### [WORK TO BE COMPLETED]
Across the entries below, how many lines have the string "Charles" in them? Reply with only the number.

BEGIN INPUT RECORDS

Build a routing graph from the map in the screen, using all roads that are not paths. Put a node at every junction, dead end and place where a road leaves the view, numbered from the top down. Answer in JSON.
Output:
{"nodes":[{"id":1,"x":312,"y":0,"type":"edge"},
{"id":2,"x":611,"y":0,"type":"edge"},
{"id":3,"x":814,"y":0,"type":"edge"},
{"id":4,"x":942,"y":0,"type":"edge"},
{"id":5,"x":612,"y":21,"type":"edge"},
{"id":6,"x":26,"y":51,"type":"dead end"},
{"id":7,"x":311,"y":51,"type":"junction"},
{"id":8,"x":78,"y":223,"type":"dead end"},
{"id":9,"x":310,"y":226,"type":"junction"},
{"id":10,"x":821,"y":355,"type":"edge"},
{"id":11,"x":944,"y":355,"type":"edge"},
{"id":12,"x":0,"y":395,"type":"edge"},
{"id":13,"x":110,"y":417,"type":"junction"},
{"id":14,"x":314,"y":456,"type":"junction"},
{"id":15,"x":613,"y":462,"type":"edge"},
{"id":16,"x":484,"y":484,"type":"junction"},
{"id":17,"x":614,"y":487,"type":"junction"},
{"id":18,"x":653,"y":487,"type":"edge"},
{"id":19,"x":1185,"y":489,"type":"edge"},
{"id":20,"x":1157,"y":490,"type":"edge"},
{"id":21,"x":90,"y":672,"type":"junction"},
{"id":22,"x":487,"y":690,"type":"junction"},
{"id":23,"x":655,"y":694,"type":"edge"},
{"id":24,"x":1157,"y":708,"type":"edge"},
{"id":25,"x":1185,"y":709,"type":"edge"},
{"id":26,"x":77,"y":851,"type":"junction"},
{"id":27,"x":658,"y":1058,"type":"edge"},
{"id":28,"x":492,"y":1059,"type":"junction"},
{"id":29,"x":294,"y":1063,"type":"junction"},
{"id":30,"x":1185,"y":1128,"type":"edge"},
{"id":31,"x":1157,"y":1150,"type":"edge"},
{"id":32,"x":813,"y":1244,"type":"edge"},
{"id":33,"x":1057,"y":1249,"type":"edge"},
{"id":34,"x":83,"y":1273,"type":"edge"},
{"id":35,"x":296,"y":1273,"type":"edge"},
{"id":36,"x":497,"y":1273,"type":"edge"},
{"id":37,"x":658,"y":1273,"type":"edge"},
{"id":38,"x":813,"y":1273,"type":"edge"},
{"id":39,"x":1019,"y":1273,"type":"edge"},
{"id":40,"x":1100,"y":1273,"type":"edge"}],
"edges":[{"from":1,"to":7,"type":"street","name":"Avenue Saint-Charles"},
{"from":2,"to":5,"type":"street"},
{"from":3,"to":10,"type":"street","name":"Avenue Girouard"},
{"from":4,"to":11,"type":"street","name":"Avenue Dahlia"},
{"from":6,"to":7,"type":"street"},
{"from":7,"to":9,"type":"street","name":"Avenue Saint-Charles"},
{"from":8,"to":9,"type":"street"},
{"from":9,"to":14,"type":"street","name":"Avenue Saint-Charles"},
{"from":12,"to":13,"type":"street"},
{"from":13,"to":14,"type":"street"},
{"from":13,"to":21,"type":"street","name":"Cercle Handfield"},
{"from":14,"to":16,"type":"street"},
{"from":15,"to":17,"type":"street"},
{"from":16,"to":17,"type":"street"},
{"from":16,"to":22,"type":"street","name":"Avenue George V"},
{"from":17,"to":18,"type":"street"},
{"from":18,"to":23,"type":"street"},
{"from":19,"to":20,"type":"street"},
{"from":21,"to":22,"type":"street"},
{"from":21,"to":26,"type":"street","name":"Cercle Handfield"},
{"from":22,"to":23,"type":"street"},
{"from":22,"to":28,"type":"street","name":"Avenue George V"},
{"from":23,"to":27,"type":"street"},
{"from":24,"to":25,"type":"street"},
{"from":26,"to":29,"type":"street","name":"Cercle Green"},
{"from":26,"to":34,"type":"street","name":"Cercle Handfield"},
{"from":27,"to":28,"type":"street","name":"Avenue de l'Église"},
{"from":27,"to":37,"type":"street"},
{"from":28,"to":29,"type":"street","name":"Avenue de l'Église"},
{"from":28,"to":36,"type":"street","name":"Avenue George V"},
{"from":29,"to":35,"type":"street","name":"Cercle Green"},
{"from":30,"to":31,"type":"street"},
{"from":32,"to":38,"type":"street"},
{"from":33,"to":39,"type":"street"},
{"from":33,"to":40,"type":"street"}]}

END INPUT RECORDS

### [THE COMPLETED TASK]
3